= WHAT TO DO =
Every line in the records below that holds "joint" must be identified and copied.

*** Opening of EXERCISE MATERIAL ***

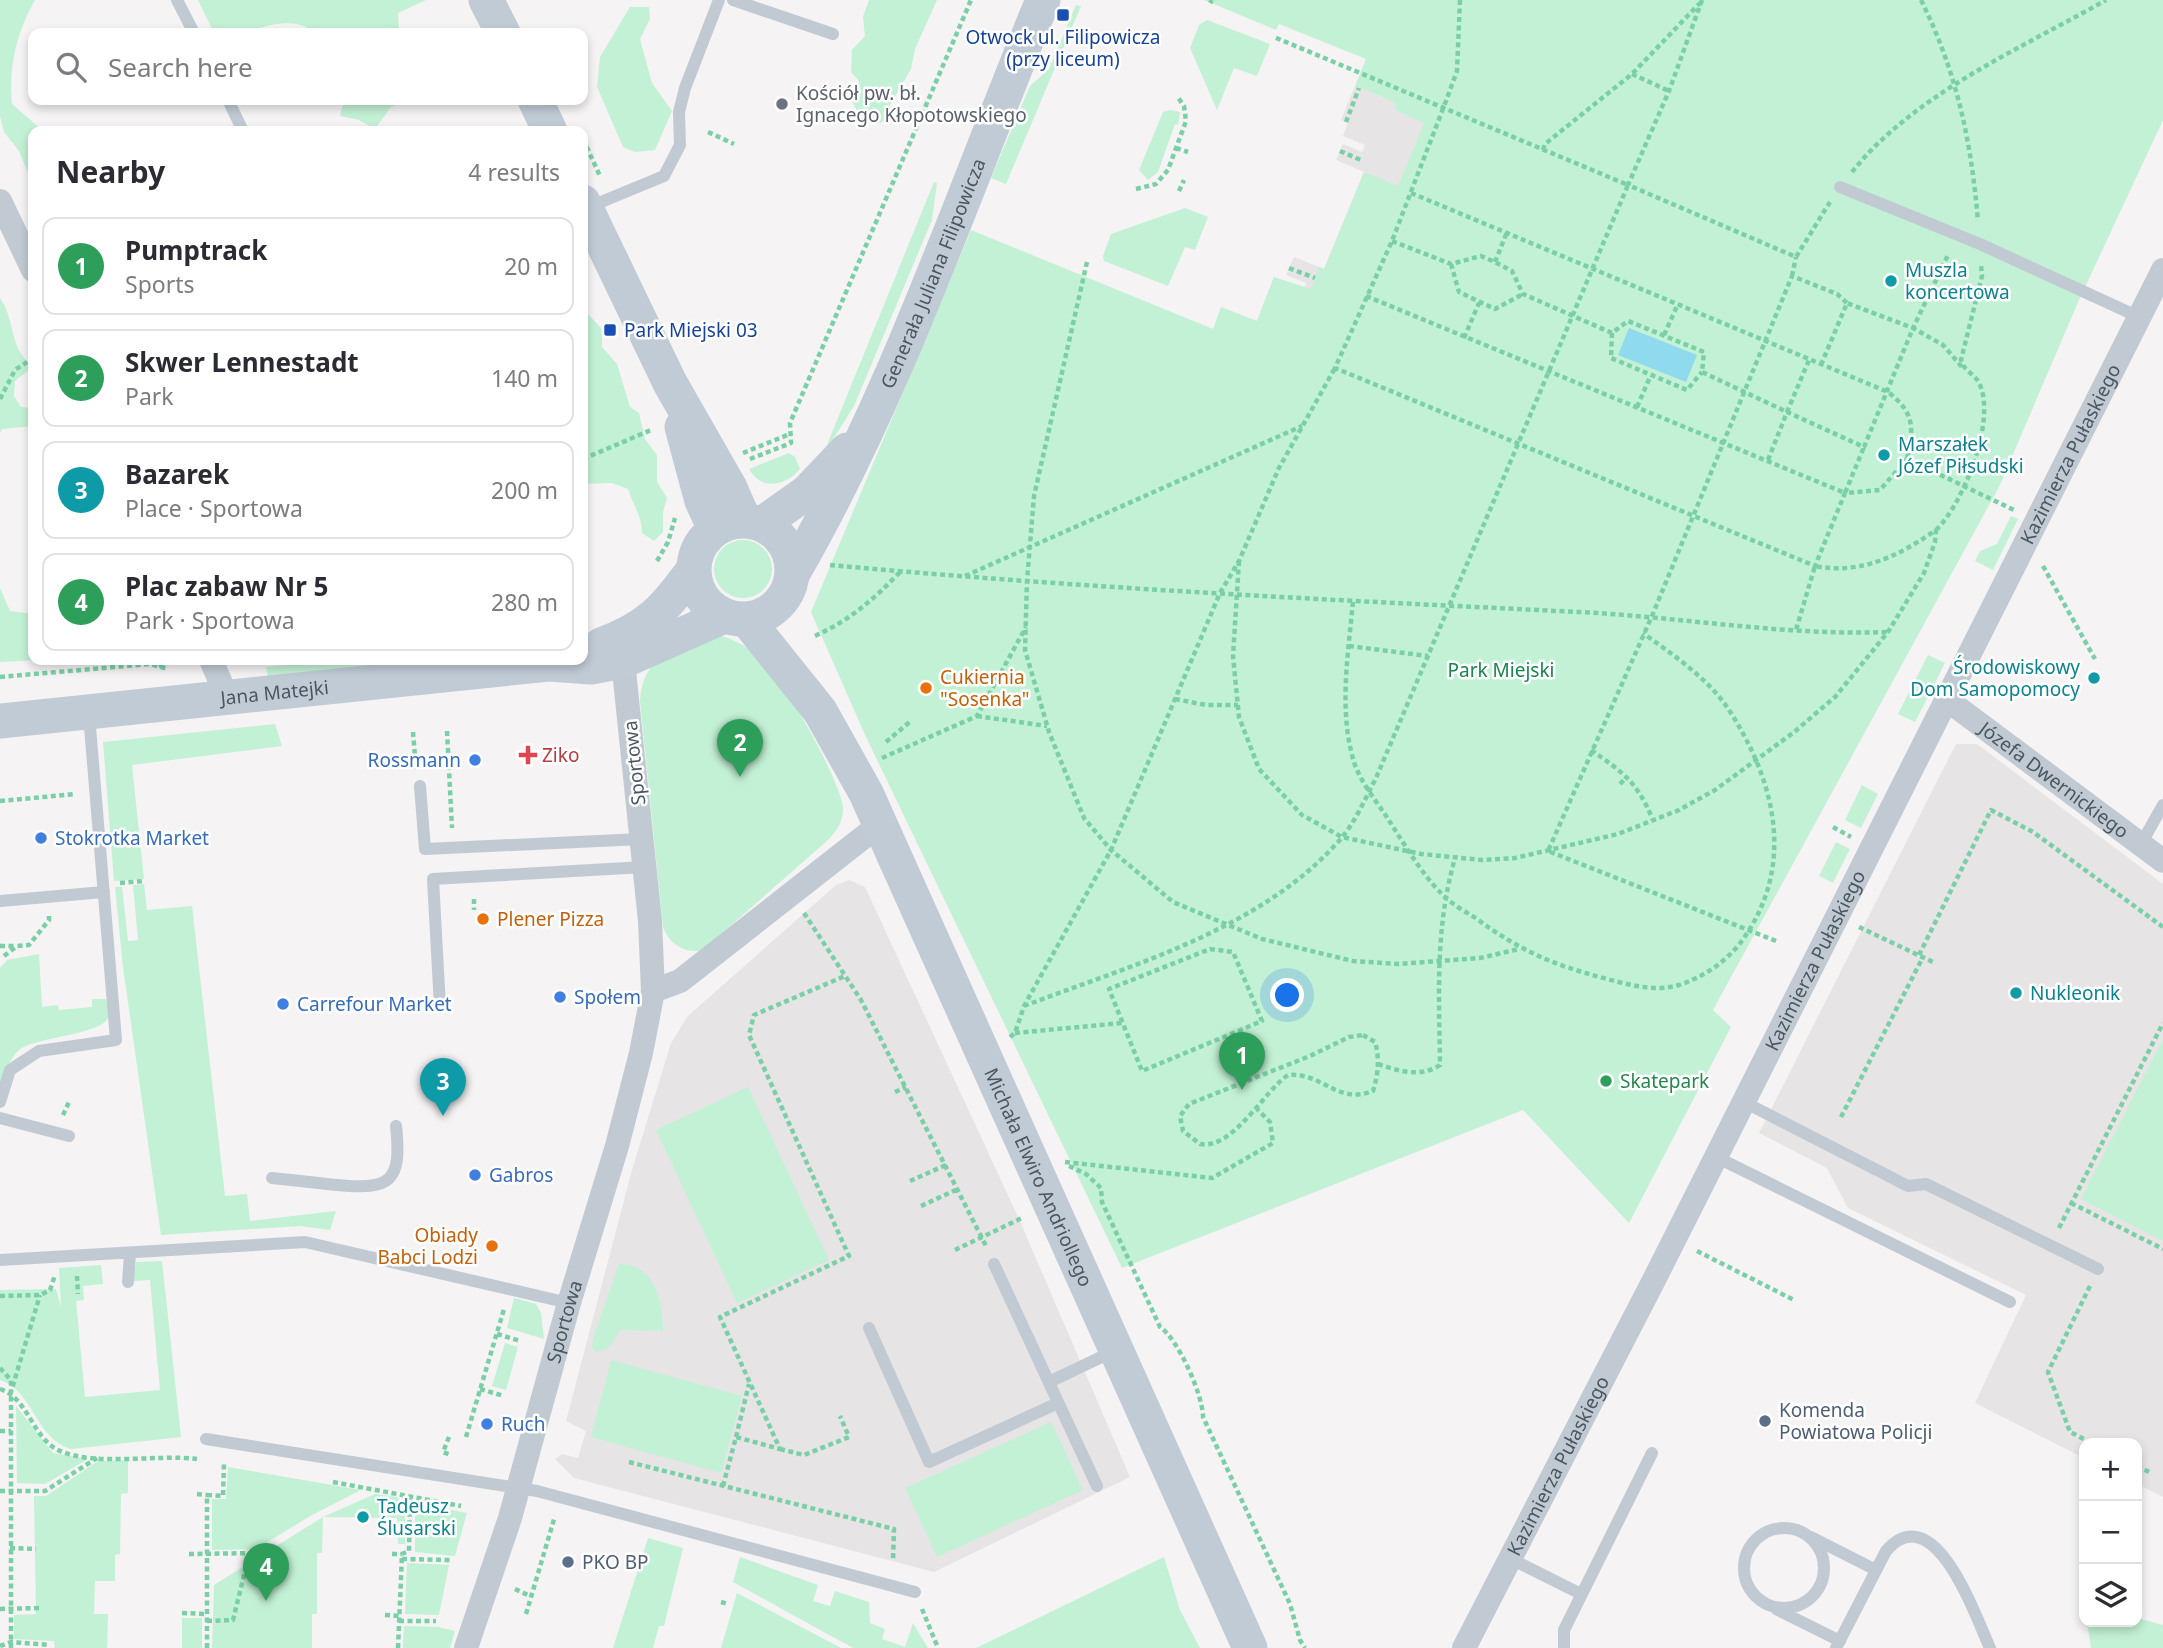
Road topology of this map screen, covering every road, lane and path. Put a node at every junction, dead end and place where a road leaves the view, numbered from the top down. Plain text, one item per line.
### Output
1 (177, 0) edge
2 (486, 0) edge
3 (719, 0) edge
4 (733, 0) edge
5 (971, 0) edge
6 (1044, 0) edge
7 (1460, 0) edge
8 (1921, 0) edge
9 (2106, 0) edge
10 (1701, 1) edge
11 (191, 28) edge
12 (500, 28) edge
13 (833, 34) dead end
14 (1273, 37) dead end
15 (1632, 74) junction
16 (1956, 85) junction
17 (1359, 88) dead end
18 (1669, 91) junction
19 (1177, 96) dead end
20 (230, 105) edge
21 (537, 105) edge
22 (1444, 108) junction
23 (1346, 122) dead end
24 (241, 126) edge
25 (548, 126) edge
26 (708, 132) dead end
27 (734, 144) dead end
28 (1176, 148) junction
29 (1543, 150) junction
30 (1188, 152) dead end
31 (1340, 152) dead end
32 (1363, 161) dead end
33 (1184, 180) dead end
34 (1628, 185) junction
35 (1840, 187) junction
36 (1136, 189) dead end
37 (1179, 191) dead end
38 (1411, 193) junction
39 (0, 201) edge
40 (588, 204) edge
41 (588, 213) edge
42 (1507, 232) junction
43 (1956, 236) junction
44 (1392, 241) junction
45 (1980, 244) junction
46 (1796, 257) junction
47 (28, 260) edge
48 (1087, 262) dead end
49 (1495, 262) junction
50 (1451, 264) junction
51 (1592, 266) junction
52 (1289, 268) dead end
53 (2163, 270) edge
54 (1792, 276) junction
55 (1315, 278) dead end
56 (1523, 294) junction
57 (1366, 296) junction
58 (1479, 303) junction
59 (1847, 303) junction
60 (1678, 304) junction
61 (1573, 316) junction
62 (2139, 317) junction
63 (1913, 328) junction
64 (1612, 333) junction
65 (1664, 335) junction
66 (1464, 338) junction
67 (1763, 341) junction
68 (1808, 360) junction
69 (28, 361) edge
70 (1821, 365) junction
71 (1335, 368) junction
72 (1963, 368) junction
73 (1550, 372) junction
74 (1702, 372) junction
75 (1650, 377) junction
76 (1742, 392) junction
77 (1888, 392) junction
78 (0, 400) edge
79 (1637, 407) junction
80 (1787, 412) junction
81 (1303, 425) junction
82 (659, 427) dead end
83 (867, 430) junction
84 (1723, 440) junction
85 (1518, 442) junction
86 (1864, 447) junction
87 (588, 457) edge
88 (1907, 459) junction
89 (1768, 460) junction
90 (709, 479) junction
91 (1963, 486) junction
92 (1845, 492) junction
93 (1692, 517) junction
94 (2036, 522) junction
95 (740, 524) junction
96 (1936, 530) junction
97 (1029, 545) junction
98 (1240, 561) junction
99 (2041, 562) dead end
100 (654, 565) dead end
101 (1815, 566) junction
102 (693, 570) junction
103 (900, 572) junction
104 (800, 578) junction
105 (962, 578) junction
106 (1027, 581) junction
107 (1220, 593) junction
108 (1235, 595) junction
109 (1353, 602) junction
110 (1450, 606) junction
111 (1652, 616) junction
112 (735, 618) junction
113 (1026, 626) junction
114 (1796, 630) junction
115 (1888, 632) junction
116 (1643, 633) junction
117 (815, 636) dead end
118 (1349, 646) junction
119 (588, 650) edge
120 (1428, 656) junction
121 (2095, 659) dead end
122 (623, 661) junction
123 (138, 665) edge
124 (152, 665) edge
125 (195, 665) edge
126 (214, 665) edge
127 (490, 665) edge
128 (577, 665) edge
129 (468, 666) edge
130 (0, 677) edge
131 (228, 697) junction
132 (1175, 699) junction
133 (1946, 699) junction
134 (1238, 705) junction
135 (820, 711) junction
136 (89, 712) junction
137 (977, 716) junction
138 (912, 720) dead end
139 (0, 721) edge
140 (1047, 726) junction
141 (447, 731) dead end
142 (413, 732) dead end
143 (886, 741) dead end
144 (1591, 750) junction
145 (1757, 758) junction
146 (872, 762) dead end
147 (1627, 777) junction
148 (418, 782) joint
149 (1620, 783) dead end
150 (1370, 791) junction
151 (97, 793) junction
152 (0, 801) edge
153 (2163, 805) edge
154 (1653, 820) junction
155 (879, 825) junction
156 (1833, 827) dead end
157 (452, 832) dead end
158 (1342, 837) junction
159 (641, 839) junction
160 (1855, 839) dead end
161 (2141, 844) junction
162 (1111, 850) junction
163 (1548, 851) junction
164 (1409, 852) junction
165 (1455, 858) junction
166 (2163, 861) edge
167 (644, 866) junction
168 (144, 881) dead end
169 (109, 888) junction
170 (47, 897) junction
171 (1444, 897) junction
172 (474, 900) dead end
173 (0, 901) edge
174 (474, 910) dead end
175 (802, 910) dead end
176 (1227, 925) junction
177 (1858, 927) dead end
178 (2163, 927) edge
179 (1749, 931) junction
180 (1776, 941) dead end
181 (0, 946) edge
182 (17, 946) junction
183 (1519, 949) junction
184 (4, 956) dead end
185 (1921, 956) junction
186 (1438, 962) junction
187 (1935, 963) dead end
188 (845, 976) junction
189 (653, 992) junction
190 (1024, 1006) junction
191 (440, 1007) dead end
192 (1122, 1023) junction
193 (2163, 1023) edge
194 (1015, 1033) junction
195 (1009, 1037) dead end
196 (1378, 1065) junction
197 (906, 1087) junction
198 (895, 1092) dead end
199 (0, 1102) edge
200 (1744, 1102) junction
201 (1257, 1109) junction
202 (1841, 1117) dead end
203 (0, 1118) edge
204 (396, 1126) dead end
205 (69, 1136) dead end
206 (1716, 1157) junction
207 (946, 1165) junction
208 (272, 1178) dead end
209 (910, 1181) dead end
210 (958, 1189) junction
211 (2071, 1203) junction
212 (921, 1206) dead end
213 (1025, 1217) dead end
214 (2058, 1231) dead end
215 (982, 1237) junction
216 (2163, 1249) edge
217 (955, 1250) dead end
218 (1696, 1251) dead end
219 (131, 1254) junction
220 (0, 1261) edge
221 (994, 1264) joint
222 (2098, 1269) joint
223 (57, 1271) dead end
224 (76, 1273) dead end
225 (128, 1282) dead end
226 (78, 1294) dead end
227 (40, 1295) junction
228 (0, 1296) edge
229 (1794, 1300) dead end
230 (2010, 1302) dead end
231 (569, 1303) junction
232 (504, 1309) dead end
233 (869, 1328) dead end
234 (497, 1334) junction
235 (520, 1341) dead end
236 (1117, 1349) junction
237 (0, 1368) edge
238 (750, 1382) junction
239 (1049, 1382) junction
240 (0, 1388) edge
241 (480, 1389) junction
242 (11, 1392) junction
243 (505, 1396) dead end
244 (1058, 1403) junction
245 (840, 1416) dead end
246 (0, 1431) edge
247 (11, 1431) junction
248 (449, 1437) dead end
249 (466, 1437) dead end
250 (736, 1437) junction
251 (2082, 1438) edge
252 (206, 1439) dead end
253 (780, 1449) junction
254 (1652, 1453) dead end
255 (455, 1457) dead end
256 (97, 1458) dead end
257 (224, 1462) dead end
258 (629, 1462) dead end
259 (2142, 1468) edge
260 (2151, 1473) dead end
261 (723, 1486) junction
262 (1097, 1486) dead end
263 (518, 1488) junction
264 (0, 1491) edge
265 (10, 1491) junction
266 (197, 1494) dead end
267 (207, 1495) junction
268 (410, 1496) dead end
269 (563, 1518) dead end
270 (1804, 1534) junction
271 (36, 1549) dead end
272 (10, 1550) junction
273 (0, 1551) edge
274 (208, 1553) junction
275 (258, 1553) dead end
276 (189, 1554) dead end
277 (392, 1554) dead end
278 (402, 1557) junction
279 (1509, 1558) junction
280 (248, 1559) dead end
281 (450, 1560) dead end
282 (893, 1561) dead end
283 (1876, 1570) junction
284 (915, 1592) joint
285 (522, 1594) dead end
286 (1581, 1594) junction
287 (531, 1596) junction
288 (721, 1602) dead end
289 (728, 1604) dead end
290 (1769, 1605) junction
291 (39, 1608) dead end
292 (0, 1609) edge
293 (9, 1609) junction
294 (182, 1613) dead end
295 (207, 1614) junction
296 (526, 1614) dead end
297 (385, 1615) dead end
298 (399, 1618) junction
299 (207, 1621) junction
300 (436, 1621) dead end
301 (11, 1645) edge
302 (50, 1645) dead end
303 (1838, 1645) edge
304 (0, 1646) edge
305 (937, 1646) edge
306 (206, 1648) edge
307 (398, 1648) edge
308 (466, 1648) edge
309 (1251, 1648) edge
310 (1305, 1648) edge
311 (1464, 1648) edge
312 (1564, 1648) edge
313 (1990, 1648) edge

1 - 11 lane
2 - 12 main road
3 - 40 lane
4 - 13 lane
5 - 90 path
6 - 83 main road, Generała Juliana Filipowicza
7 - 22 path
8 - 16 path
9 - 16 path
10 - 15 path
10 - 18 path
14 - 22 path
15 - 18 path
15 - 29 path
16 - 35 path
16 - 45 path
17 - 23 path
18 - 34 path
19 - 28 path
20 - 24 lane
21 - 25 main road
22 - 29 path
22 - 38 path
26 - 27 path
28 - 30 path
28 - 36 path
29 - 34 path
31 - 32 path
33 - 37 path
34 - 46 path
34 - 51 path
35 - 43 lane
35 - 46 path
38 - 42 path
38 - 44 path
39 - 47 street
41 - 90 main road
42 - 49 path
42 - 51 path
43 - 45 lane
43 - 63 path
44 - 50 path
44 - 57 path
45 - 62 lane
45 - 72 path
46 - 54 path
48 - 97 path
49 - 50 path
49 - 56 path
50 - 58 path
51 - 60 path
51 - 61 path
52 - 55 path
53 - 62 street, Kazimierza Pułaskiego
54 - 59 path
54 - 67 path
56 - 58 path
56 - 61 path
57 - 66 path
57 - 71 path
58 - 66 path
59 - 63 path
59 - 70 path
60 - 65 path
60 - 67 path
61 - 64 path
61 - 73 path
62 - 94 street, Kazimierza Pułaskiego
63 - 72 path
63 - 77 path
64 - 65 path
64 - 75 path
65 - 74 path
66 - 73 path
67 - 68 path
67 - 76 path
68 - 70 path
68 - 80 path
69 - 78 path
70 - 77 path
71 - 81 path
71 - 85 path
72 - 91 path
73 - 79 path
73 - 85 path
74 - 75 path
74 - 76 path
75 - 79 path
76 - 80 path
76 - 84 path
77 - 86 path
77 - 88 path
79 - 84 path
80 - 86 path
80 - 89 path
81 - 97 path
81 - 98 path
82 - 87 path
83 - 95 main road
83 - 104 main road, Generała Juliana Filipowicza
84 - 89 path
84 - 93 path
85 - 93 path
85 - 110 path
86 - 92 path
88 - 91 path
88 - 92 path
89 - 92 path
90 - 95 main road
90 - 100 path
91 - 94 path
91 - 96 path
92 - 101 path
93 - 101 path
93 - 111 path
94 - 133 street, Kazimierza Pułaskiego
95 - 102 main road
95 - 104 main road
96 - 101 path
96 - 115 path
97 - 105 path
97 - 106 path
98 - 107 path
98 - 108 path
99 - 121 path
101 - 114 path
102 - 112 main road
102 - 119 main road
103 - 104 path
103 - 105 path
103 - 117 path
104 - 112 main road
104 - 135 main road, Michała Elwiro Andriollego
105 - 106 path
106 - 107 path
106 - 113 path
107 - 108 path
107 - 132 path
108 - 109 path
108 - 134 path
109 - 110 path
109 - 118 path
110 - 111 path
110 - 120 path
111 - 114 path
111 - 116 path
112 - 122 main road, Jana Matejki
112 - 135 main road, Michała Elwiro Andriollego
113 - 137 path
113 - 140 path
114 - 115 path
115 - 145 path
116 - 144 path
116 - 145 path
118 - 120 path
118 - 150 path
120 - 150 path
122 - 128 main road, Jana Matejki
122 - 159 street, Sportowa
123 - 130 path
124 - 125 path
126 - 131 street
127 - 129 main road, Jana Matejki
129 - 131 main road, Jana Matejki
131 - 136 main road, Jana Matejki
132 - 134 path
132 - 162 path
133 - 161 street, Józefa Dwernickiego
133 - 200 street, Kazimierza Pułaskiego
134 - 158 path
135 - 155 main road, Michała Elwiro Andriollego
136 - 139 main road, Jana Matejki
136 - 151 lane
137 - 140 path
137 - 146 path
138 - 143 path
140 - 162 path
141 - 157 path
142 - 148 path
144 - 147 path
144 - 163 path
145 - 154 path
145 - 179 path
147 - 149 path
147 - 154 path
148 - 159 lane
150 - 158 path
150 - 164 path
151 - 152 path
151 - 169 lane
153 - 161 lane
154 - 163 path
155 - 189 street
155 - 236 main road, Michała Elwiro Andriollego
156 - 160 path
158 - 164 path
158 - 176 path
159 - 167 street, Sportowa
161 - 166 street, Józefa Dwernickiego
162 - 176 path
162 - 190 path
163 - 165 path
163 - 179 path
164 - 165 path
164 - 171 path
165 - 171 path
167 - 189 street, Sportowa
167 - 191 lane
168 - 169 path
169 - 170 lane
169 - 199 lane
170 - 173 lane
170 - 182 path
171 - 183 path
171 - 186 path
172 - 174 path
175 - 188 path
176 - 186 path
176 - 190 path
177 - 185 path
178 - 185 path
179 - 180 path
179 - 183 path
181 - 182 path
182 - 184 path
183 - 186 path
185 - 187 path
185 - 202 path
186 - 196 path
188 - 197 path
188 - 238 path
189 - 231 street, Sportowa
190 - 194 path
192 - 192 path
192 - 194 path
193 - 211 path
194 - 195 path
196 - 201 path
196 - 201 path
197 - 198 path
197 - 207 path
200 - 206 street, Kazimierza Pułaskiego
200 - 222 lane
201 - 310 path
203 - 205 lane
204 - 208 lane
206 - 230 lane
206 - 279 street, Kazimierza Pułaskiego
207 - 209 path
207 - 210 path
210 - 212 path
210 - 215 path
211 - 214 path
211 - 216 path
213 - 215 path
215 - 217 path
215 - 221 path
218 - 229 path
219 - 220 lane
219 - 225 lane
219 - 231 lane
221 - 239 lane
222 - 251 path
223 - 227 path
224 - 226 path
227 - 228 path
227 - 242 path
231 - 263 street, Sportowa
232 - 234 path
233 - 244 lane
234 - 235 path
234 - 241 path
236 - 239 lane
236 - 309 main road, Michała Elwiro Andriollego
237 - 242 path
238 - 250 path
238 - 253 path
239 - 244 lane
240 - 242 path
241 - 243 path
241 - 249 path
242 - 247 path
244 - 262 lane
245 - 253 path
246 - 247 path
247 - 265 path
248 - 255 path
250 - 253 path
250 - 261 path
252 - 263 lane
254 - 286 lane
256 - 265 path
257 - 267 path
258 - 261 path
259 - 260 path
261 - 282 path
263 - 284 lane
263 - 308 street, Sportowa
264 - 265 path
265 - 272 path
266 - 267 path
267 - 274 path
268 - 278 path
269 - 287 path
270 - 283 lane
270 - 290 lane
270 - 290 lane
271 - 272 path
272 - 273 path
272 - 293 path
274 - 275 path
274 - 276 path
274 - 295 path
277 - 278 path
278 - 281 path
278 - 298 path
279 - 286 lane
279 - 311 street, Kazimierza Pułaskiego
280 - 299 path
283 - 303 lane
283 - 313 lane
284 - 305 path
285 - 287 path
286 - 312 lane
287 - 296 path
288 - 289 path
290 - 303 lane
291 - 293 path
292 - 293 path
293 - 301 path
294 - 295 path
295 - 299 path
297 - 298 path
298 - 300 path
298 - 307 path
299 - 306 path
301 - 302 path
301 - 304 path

*** Close of EXERCISE MATERIAL ***

= RESPONSE TO THIS TASK =
148 (418, 782) joint
221 (994, 1264) joint
222 (2098, 1269) joint
284 (915, 1592) joint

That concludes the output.